===== Data shown

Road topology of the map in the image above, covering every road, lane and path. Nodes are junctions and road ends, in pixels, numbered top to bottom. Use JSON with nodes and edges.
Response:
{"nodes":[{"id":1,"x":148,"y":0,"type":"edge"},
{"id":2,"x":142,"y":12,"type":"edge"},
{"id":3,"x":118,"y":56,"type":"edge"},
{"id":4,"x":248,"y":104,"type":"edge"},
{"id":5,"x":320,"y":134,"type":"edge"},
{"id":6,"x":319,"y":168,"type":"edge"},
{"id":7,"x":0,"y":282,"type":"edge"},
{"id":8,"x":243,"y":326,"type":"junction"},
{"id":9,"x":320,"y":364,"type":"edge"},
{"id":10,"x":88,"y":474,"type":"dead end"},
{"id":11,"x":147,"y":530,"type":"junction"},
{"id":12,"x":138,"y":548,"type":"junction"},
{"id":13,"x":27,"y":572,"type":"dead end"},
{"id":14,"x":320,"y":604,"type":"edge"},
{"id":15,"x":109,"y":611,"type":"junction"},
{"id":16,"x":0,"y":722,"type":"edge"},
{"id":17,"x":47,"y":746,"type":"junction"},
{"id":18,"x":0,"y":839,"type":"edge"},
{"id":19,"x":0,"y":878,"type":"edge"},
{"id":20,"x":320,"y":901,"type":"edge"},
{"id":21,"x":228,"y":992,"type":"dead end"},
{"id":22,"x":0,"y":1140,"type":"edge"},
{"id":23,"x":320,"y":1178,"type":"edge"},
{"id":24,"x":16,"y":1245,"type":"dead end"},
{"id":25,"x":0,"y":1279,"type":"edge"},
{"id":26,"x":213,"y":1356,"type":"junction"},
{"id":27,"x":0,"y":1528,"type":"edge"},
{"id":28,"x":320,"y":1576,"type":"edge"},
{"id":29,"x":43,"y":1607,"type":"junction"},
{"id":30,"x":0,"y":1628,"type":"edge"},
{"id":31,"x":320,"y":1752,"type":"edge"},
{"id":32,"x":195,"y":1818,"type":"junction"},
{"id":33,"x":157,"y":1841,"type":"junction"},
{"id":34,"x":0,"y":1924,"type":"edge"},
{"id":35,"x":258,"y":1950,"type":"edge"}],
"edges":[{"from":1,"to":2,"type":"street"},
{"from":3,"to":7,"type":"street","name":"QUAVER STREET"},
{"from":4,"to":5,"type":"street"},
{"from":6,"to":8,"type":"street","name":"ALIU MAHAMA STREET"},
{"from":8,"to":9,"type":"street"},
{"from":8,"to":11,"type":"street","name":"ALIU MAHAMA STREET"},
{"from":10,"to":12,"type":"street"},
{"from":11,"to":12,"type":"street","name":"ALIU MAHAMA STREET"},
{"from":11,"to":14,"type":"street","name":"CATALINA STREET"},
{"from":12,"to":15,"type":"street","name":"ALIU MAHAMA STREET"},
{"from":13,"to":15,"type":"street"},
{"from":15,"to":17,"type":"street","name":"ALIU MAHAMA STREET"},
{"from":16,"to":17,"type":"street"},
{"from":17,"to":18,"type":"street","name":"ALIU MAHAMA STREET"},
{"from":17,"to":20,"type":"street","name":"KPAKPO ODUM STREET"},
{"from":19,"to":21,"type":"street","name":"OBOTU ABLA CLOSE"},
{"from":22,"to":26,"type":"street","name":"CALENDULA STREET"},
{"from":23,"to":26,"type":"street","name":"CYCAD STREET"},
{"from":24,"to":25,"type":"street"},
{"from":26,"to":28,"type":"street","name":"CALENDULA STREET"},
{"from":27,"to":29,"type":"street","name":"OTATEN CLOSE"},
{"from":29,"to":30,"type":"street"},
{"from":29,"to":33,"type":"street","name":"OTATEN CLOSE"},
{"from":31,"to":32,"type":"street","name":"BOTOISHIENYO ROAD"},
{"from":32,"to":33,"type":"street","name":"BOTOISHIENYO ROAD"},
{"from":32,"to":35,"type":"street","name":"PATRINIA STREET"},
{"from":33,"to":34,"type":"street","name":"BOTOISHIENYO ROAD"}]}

==========

## Exercise
Take every line from the data that contains the word "CALENDULA".

## Answer to this problem
{"from":22,"to":26,"type":"street","name":"CALENDULA STREET"},
{"from":26,"to":28,"type":"street","name":"CALENDULA STREET"},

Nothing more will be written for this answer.